_How to complete this task_
Go through the data and copy each line where the word "Карла" shows up.

_Source data_

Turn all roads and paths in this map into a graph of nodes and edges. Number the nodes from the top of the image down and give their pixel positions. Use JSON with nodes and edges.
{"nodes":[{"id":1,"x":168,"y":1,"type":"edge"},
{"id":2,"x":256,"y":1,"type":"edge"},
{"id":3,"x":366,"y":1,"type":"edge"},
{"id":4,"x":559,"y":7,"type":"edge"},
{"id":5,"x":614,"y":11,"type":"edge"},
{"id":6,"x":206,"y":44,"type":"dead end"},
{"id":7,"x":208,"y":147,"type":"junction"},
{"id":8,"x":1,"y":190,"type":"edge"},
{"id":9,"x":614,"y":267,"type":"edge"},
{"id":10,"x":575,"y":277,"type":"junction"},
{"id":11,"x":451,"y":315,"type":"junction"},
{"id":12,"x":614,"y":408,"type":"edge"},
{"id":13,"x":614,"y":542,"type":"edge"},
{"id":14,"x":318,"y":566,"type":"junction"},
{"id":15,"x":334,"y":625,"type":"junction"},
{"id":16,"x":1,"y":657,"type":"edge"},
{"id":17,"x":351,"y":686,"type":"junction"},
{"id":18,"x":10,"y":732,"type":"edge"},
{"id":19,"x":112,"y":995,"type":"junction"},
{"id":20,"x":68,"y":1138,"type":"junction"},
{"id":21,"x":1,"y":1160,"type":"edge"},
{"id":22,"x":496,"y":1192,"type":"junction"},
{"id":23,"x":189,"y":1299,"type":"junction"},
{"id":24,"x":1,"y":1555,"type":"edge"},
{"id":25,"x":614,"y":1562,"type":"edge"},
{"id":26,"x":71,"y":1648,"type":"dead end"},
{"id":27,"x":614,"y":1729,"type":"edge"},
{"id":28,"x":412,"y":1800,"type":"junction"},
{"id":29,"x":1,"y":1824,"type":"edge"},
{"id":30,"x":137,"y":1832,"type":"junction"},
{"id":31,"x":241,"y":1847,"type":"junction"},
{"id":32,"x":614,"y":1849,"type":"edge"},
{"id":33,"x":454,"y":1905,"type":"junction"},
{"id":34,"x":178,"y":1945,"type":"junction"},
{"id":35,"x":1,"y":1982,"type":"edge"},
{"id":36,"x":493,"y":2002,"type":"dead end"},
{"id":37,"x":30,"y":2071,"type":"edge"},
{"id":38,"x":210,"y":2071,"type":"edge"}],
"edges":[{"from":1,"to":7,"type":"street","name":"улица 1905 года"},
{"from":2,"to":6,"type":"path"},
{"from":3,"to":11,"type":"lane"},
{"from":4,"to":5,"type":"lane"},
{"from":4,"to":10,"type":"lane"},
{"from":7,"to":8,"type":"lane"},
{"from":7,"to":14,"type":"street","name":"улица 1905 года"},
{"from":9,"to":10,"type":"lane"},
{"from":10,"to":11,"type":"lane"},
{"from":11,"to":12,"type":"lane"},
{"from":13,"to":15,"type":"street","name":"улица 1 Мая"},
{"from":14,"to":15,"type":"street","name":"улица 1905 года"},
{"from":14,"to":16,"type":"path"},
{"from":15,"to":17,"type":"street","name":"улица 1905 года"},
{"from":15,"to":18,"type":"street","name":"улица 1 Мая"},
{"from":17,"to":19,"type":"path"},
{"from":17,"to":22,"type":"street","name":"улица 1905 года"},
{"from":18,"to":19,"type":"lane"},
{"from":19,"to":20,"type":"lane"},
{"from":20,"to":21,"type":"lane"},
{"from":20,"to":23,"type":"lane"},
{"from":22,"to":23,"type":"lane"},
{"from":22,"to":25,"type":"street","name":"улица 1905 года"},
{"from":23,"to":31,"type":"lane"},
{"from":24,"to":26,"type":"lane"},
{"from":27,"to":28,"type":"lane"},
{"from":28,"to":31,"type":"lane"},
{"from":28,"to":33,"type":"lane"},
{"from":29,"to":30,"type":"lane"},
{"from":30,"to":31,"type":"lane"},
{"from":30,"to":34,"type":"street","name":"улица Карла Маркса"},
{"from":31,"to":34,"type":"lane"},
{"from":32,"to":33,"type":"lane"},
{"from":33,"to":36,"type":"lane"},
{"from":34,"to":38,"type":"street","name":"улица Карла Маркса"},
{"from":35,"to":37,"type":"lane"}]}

_Task answer_
{"from":30,"to":34,"type":"street","name":"улица Карла Маркса"},
{"from":34,"to":38,"type":"street","name":"улица Карла Маркса"},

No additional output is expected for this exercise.